* _RECORDS SHOWN_

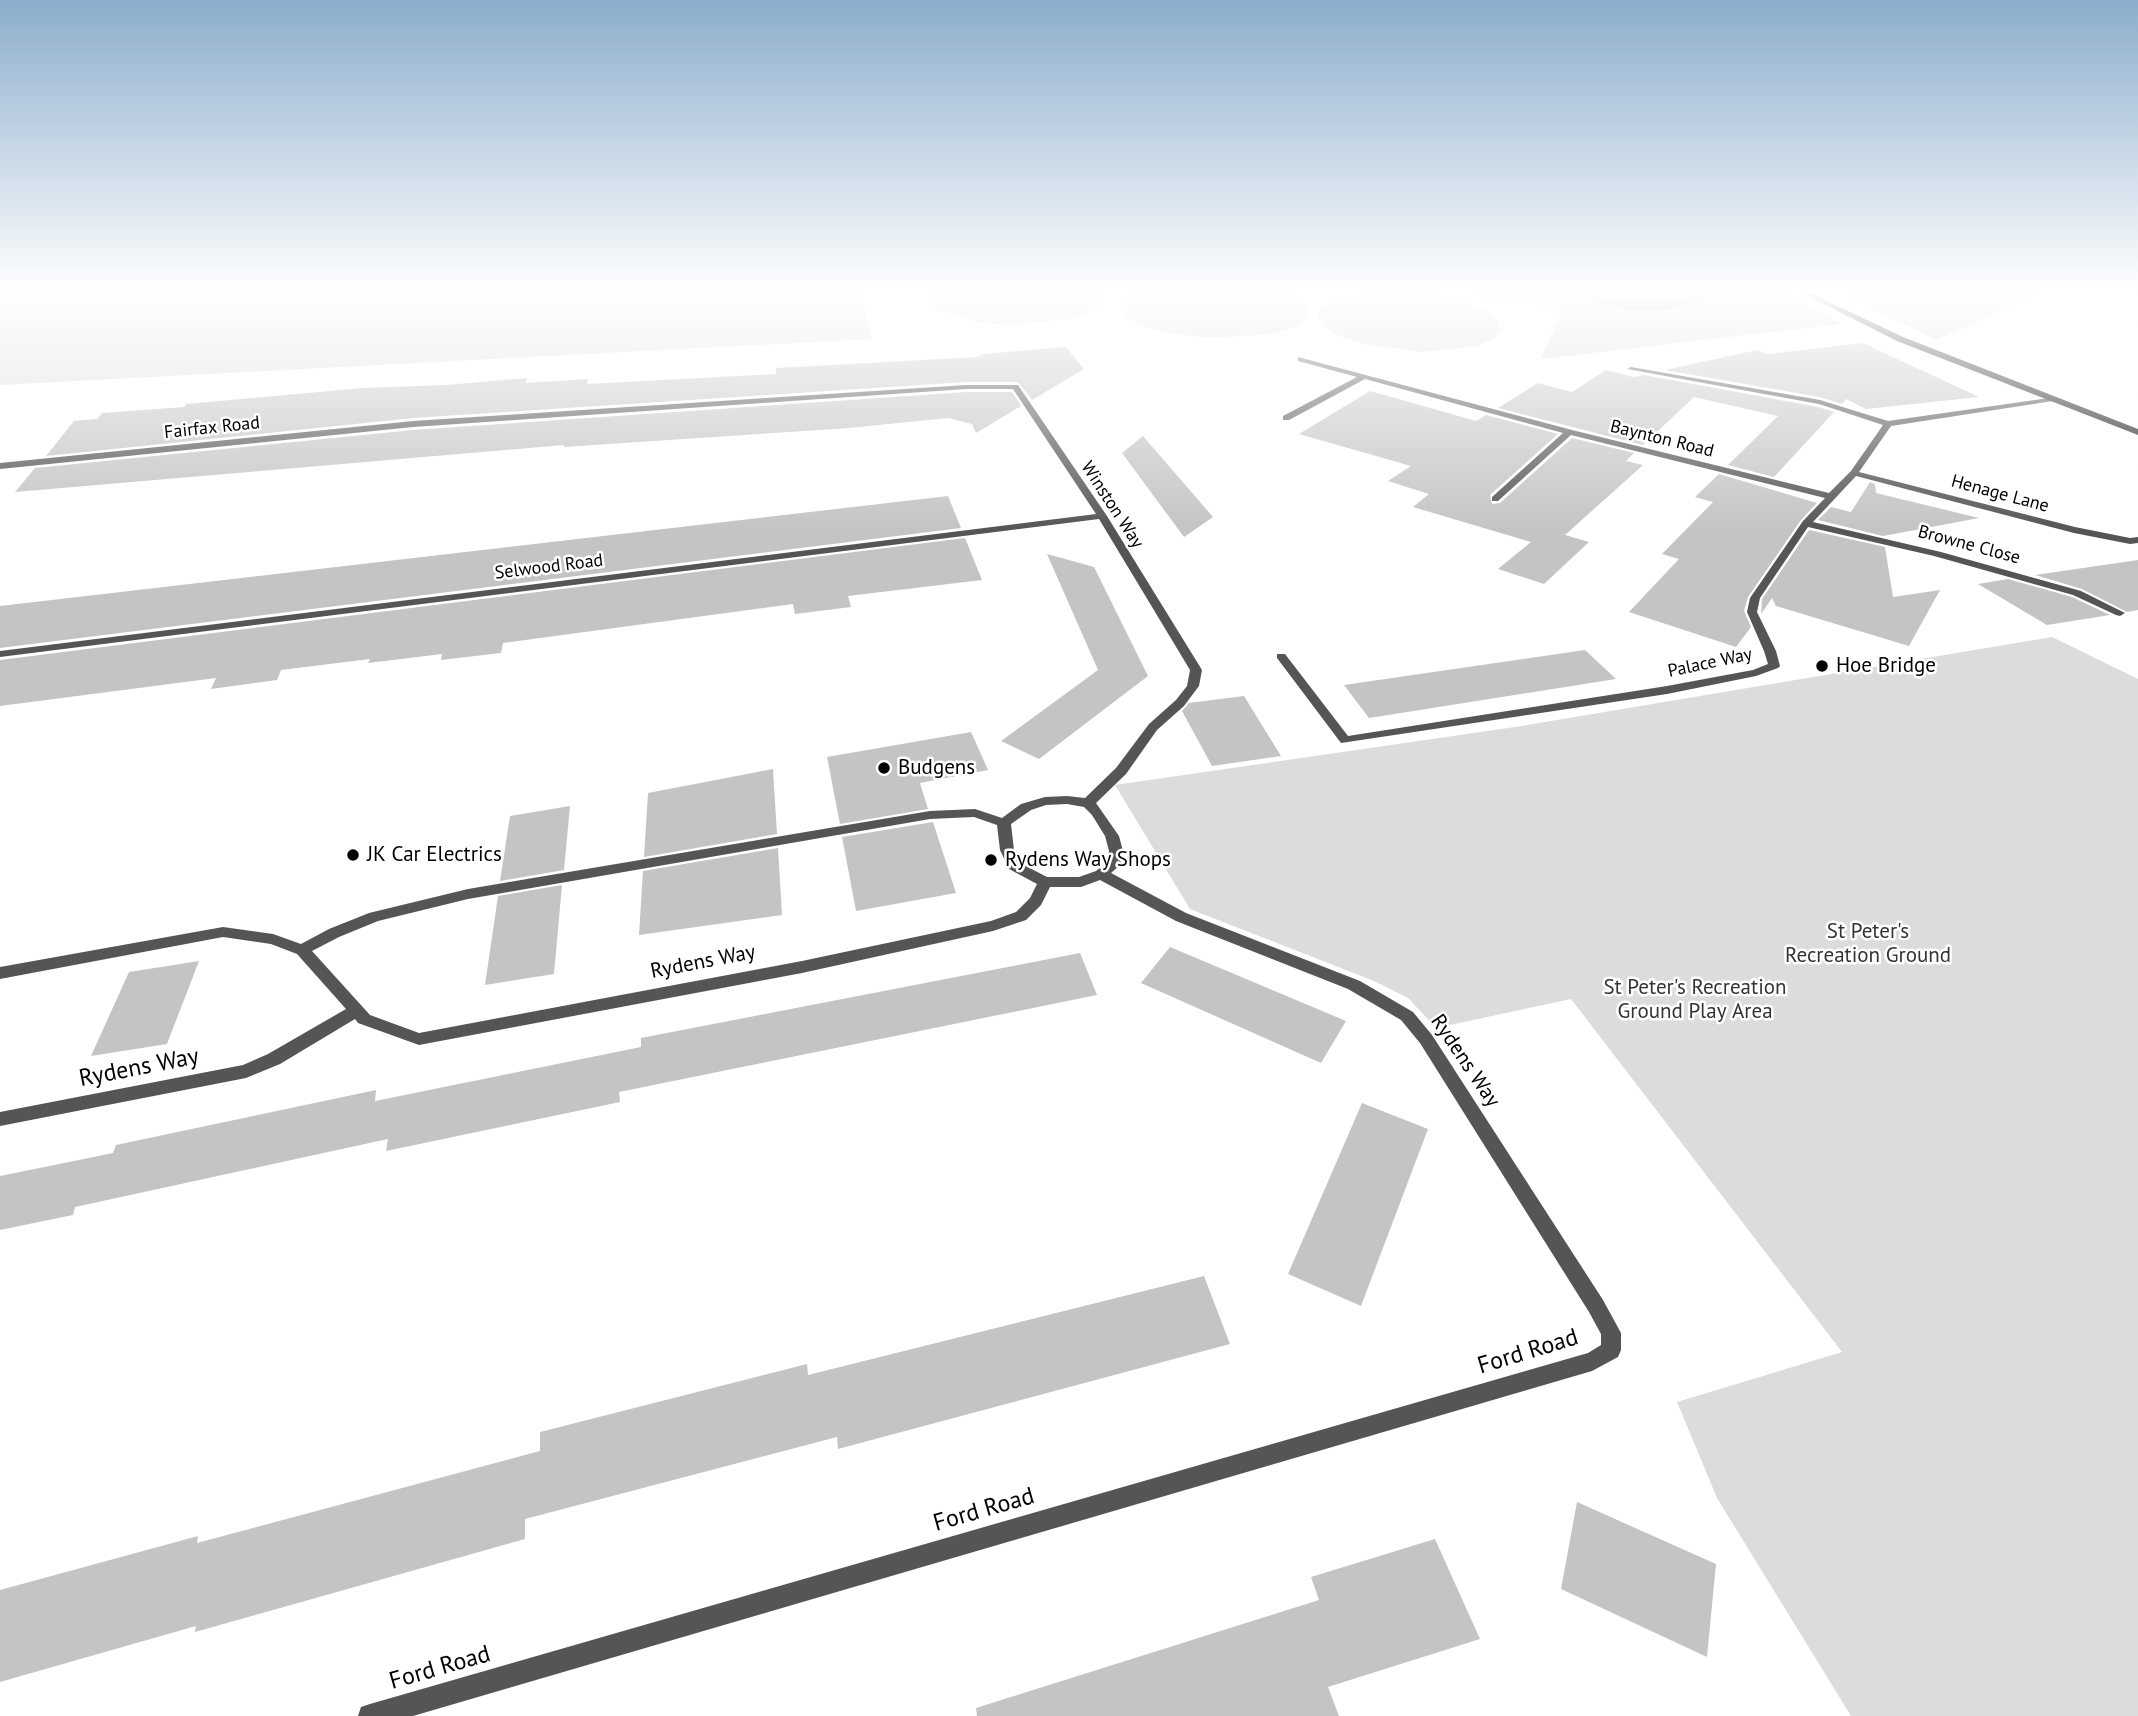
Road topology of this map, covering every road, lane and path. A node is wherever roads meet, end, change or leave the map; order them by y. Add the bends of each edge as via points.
1 (1339, 370) edge
2 (1637, 370) edge
3 (1979, 370) edge
4 (1362, 377) junction
5 (1015, 387) joint
6 (2053, 399) junction
7 (1286, 418) dead end
8 (1888, 424) junction
9 (1569, 432) junction
10 (2138, 432) edge
11 (0, 466) edge
12 (1854, 474) junction
13 (1833, 497) junction
14 (1495, 499) dead end
15 (1102, 516) junction
16 (1806, 523) junction
17 (2138, 540) edge
18 (2120, 613) dead end
19 (0, 654) edge
20 (1281, 656) dead end
21 (1088, 803) junction
22 (1004, 823) junction
23 (1101, 874) junction
24 (1045, 882) junction
25 (302, 950) junction
26 (0, 973) edge
27 (357, 1010) junction
28 (0, 1119) edge
29 (1611, 1350) joint
30 (370, 1716) edge

1 - 4 street, Baynton Road
2 - 8 street via 1820,402
3 - 6 main road
4 - 7 street
4 - 9 street, Baynton Road
5 - 11 street, Fairfax Road via 413,424
5 - 15 street, Winston Way
6 - 8 street
6 - 10 main road
8 - 12 street, Palace Way
9 - 13 street, Baynton Road
9 - 14 street
12 - 13 street, Palace Way
12 - 17 street, Henage Lane via 2074,530
13 - 16 street, Palace Way
15 - 19 street, Selwood Road
15 - 21 street, Winston Way via 1195,670 1192,686 1180,703 1153,727 1121,771
16 - 18 street, Browne Close via 2077,593
16 - 20 street, Palace Way via 1755,598 1752,612 1774,666 1756,673 1345,740
21 - 22 street via 1045,801 1026,807
21 - 23 street via 1112,836 1116,851 1114,864
22 - 24 street via 1014,866
22 - 25 street via 975,813 930,815 482,892 374,917
23 - 24 street via 1081,882
23 - 29 street, Rydens Way via 1181,917 1354,985 1407,1016 1596,1306 1611,1333
24 - 27 street, Rydens Way via 1036,901 1021,916 993,926 419,1039 364,1019
25 - 26 street, Rydens Way via 272,939 223,932
25 - 27 street, Rydens Way
27 - 28 street, Rydens Way via 246,1071
29 - 30 street, Ford Road via 1592,1362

* _EXERCISE AIM_
Lines with "Winston" in the listing above: state how many there are, and nothing else.

* _WRITTEN SOLUTION_
2